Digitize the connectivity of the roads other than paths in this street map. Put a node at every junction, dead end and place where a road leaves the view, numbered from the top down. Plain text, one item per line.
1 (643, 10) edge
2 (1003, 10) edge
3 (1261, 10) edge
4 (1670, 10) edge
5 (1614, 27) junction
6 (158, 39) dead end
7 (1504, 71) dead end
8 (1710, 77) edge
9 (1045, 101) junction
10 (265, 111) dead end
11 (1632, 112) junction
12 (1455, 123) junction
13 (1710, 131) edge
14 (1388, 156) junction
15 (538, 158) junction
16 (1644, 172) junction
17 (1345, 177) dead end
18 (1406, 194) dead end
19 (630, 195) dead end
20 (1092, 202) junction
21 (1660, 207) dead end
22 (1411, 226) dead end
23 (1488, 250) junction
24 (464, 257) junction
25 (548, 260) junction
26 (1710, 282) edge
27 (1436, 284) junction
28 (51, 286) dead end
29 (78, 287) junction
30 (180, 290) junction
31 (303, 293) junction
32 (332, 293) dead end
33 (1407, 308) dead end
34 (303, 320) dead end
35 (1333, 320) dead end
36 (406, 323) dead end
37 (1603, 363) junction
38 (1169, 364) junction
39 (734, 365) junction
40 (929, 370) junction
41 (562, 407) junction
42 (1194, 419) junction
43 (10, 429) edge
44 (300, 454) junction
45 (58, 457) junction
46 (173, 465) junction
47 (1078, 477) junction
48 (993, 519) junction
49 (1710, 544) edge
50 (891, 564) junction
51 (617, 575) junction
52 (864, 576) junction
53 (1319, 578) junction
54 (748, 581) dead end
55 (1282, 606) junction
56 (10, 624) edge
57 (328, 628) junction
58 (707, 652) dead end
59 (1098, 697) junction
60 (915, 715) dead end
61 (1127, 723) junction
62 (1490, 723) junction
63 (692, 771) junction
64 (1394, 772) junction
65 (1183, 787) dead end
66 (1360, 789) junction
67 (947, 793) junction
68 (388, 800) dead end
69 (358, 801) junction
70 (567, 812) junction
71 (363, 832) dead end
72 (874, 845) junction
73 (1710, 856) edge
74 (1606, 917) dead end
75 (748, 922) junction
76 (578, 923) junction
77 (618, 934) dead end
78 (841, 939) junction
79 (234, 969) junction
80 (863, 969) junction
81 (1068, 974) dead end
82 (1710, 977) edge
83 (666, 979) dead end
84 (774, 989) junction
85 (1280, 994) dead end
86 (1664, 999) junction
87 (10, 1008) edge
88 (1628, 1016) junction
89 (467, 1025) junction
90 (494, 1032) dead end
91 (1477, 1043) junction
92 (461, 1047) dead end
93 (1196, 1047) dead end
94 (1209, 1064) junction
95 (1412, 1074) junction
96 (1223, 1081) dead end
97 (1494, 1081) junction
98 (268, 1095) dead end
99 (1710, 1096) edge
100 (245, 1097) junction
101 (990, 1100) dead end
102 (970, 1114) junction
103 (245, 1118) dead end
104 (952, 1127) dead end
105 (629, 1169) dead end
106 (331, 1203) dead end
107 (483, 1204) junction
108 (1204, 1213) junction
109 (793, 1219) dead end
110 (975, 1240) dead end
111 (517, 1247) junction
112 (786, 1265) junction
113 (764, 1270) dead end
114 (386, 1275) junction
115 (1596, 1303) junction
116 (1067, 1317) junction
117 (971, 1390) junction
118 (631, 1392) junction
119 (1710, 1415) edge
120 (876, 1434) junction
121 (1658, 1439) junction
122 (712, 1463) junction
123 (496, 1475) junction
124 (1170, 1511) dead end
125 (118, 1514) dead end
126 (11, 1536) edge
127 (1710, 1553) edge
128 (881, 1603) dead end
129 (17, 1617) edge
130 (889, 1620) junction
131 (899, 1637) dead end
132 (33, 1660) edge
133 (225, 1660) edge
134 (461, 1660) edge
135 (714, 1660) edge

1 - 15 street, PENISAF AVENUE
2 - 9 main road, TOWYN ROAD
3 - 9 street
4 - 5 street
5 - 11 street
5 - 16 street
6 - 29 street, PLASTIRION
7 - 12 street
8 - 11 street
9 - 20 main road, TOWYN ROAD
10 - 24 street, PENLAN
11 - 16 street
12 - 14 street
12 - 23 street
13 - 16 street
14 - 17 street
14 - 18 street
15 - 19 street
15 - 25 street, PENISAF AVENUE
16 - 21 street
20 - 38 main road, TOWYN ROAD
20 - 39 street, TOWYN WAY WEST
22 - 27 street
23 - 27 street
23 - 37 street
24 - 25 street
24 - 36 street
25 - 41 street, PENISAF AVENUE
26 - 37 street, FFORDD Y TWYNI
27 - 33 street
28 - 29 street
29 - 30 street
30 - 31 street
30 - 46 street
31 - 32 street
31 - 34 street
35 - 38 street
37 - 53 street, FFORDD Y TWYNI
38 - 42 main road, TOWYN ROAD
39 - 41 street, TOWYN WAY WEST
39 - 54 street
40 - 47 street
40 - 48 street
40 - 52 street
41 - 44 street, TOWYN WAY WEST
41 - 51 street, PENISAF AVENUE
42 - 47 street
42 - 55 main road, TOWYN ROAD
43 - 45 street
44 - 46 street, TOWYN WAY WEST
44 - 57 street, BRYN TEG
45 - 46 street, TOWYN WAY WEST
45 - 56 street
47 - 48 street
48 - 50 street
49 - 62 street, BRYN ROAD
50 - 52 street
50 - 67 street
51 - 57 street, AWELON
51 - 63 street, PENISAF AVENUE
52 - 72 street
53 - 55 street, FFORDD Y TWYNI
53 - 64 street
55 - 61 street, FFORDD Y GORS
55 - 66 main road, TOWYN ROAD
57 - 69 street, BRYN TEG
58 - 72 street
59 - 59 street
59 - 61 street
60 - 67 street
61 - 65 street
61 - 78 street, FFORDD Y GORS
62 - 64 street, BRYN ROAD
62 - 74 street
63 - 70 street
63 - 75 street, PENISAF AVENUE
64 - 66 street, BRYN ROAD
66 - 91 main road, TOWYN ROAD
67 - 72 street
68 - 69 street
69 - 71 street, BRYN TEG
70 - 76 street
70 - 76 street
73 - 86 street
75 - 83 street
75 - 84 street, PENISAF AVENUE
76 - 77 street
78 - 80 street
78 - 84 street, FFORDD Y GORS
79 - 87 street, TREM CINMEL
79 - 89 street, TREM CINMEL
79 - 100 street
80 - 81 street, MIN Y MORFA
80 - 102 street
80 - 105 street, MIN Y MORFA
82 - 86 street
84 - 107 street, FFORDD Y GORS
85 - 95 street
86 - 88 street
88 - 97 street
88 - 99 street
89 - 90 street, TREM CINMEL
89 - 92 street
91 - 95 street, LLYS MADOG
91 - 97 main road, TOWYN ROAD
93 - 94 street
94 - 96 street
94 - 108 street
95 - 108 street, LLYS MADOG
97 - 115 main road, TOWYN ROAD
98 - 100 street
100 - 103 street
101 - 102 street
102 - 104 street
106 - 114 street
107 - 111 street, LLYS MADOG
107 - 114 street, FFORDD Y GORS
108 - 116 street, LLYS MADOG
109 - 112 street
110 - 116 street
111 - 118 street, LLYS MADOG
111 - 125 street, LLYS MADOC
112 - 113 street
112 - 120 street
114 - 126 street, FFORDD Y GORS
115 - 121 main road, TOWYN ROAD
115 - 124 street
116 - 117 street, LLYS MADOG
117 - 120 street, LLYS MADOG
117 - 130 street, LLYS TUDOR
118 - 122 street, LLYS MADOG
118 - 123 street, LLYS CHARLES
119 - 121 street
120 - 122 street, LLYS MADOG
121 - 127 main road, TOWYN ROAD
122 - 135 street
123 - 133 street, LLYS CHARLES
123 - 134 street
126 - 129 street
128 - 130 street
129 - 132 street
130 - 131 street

■ ■ ■ ■

Problem description: Your answer should consist of every line from the entries that holds "PENISAF".

Exercise response:
1 - 15 street, PENISAF AVENUE
15 - 25 street, PENISAF AVENUE
25 - 41 street, PENISAF AVENUE
41 - 51 street, PENISAF AVENUE
51 - 63 street, PENISAF AVENUE
63 - 75 street, PENISAF AVENUE
75 - 84 street, PENISAF AVENUE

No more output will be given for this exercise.